Here's a chart showing effective tax rates on the various quintiles over the past thirty years, using data from the invaluable Tax Policy Center:
Taxes2.png
This data imputes all taxes (including corporate and excise taxes) to various income cohorts, which I think is sensible; ultimately, all taxes are borne by some person, and in the case of corporations, that person is mostly a shareholder. If you take out corporate income taxes, the gap between the top two quintiles would narrow slightly, but it would not go away. As you can see from the dotted red line, the share of taxes as a percentage of GDP does not correspond neatly with changes in the tax code, especially on the upside.
So our baseline would be returning effective tax rates on the top quintile to around 28%; effective tax rates on the middle quintile to 17%; and effective tax rates on the bottom quintile to 6%. Then we raise each tax rate by a third to 37%, 23%, and 8%, respectively. The current tax rates? We don't know exactly (the data only go up to 2007), but a rough estimate is 25%, 14%, and 4%.
In other words, for the poorest 20% of Americans (who make less than $20,000 a year, with an average income of $11,500), taxes go from about $660 to about $1320. For the middle quintile (making an average of $50,000 a year), taxes go from around $7,000 to over $12,000. For those in the top quintile, with an average income of $167,000, taxes jump from a $41,000 to $62,000.
Turn it around and look at the effect on incomes: after tax incomes drop from $10,840 to $10,180, in the lowest quintile; from $43,000 to $38,500 in the middle quintile; and from$125,000 to $105,000. And the higher you go, the stronger the effect is; for the top 1% (which starts at AGI of $400,000), you reduce their minimum income from a bottom of roughly $275,000 to perhaps $210,000, either through taxes, or through lower capital income as a result of higher corporate income taxes*.
Can this be done? Maybe. Probably, at least on the lower tiers, who don't respond to tax rates the way the wealthy can. But it won't be easy or moderate. I'm sure there are a number of people in my readership where two spouses take home $125,000 between them. How easily can you guys chop $20,000 out of your budget? And though the percentages are lower, in practical effect it's even worse for the bottom: if you're making minimum wage, $660 is several weeks worth of paychecks.
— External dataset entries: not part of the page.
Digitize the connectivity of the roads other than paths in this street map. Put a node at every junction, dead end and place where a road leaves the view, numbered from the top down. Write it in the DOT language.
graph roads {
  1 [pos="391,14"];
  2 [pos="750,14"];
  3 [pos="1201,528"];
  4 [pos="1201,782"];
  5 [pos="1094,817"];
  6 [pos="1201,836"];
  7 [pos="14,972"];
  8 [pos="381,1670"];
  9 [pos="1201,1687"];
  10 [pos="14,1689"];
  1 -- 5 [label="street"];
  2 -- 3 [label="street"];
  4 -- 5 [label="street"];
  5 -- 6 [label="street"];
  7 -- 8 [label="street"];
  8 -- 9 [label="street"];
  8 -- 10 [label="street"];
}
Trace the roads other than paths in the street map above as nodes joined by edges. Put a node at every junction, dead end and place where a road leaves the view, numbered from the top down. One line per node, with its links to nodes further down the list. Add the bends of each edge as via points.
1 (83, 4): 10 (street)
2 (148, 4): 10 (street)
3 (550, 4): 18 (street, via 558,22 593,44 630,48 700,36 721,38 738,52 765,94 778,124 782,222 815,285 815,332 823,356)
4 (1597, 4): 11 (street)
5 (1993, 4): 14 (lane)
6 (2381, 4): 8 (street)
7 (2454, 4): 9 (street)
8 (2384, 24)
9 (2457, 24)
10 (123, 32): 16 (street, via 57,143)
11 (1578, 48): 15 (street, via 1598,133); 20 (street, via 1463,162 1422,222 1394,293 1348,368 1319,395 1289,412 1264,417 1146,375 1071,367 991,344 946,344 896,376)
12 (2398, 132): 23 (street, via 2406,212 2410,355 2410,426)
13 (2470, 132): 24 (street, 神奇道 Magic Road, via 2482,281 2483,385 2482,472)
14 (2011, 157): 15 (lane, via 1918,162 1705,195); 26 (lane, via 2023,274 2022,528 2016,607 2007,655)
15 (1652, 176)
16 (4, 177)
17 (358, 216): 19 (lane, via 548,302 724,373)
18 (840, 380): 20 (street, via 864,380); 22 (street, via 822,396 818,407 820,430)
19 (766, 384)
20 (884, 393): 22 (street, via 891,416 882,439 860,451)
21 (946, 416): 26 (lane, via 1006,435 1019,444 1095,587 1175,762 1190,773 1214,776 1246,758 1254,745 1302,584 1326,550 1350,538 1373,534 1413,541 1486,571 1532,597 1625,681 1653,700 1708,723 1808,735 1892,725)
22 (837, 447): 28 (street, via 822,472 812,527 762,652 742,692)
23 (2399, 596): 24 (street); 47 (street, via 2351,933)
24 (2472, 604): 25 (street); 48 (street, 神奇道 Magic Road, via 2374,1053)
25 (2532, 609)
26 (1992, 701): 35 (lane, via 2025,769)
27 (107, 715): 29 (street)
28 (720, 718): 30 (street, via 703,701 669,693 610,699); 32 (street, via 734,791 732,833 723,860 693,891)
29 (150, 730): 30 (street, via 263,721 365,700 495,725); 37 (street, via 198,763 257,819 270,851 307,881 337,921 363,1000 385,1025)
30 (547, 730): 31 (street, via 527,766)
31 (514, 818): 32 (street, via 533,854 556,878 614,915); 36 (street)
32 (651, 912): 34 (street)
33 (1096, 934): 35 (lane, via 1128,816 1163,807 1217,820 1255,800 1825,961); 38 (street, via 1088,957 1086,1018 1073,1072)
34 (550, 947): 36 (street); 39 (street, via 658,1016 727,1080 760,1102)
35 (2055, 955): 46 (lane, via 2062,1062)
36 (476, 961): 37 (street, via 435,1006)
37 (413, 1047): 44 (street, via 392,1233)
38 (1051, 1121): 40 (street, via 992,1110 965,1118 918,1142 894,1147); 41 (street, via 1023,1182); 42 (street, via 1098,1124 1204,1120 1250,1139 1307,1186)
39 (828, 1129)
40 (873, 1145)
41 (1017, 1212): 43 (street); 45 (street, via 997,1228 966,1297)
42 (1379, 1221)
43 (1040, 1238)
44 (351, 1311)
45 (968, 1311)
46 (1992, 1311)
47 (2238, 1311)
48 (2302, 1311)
Now, if you don't want to take more money from the lower quintiles, you have to take even more from the top quintiles. But the effective tax rate on the top 1% is already almost 50% if we raise all taxes by the same amount. Those people also pay other taxes: property taxes, state income taxes, sales taxes. How much of their income do we think the state can claim? How much do we think it should claim?
Kevin and I probably differ on that question, but I don't think that most Americans would peg the answer at 60% or more, which is easily what it could be in the high-tax states where high-earners tend to cluster.
Does this mean we shouldn't raise taxes? Not at all; I was a pretty staunch advocate of letting the Bush tax cuts expire last year, and I certainly hope we'll do so in 2012, though I very much fear we won't. But raising taxes by another third beyond that? I think that's too stiff a bite. Politically, reducing paychecks by that much would be extraordinarily painful, even if done slowly. The size of the burden on the rich would probably slow investment and economic growth. And beyond that, I don't think it's just that someone should have to work longer for the government than they do for themselves.
* This is a bit approximate because I'm using comprehensive household income for the five quintiles, and AGI, which is all I can find, for the top 1%. The effect might be smaller--but it would still be very substantial.